It’s not enough to announce to your staff, “Just get it done!”
Because either they will or they won’t.
If a manager communicates performance feedback without a real understanding of how the job gets done in the real world, then it’s unlikely that the job will get done. And when the manager wonders why not, the staff will honestly say that they either weren’t told or didn’t understand what was wanted.
If the staff does understand what’s being asked of them, the job may get done, but not necessarily in the way that the demanding, big-picture-no-details manager meant or wanted.
Consider the following two actual situations:
- “Just Make the Numbers”Too much pressure to meet certain sales figures means that a nervous rep holds back sales leads from Friday’s processing because she’s nervous that she won’t get enough leads next week.
Net result: The rep appears to make her numbers week after week and her reported average remains beautifully consistent, but up to 15% of her customers are fulfilled late, start their program late, and are ultimately less satisfied and less likely to renew than customers who were processed and started on time. Because the business pays commissions on all the rep’s sales, it never recoups the marketing investment on the 15%. Not to mention that some of those dissatisfied customers may be sharing their unhappiness with other potential customers.
Is this really the result the manager wanted?
- “Just Figure Out How to Work Together On It”An office assistant is temporarily assigned to another department’s project as part of a budget rationalization. The supervisor of the project doesn’t actually want this assistant on his project, based on his prior negative experience of her work. The senior executive thinks it’s obvious that human hours are effectively fungible units, so she doesn’t bother to attend the planning meeting that is supposed to orchestrate a smooth staff transfer between the two departments involved.
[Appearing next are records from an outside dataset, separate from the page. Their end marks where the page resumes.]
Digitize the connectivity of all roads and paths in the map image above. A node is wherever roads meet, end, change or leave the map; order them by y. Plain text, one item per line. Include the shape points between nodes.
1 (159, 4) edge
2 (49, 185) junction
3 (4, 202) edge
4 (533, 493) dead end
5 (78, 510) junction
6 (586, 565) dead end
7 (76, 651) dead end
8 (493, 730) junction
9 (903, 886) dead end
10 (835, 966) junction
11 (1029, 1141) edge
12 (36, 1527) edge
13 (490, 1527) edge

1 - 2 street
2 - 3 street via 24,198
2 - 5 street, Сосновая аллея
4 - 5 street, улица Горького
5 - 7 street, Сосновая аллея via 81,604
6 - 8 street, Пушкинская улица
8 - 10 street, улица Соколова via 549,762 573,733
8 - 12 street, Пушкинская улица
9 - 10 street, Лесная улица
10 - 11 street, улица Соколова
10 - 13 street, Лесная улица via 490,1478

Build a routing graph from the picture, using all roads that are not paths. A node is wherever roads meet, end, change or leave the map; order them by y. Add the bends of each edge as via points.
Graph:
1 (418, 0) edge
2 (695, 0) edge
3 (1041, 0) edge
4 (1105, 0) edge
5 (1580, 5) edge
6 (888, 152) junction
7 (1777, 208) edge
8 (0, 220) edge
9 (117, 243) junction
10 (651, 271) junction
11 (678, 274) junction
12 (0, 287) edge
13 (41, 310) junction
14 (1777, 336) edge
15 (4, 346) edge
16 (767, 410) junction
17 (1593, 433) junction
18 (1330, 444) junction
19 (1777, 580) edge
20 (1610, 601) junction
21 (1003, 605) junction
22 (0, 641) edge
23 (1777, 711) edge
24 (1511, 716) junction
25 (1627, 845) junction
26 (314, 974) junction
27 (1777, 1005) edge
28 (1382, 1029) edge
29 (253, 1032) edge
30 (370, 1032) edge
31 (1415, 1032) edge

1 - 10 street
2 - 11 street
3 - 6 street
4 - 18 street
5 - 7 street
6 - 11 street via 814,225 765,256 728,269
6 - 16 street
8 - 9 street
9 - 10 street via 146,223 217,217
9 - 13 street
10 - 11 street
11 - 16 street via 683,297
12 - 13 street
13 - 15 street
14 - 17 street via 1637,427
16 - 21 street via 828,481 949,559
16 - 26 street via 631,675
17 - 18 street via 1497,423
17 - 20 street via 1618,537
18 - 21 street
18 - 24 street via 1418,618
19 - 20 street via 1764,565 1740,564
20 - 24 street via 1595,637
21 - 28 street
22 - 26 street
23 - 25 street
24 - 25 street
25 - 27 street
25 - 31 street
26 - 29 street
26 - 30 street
Net result: The project suffers extra errors and slowdowns. The staff members in both units are upset and resentful, which affects all their other work negatively as well. Interdepartmental information flows are also affected in other tangentially related parts of the organization.
Is this really the result the senior executive expected?
Unintended Consequences Out in the World
In last Sunday’s New York Times’ “The Haggler” column (which I love, and if you care about service you should be reading it, too), writer David Segal described a terrible practice that has been in force at Staples, the office products giant. Segal’s emphasis was on the horrible experience for the affected customers, but I was struck by how employees were driven to commit ridiculous, counterproductive behaviors because of structural fiats.
Floor associates in the Staples stores who could not “get the job done,” which, in this case, meant selling an average of $200 worth of add-on products with every computer purchased, were encouraged by their local management to “walk the customer” — that is, to act as if the desired computer was not in stock and let the customer leave the store disappointed or even aggrieved so as not to negatively affect their incentive goals.
So What Do You Mean?
If you’re a manager who’s working in an organization where “just get it done” is the operative phrase, and you yourself haven’t taken any action to help or change the situation, then there isn’t much hope that it will change — you’re just waiting to be lucky. If your staff knew how to do it the way you want it done, and how to get the results you intend, they’d already be doing it.
Are there practices in your organization that force employees to “just get it done” in ways that create unnecessarily negative unintended consequences?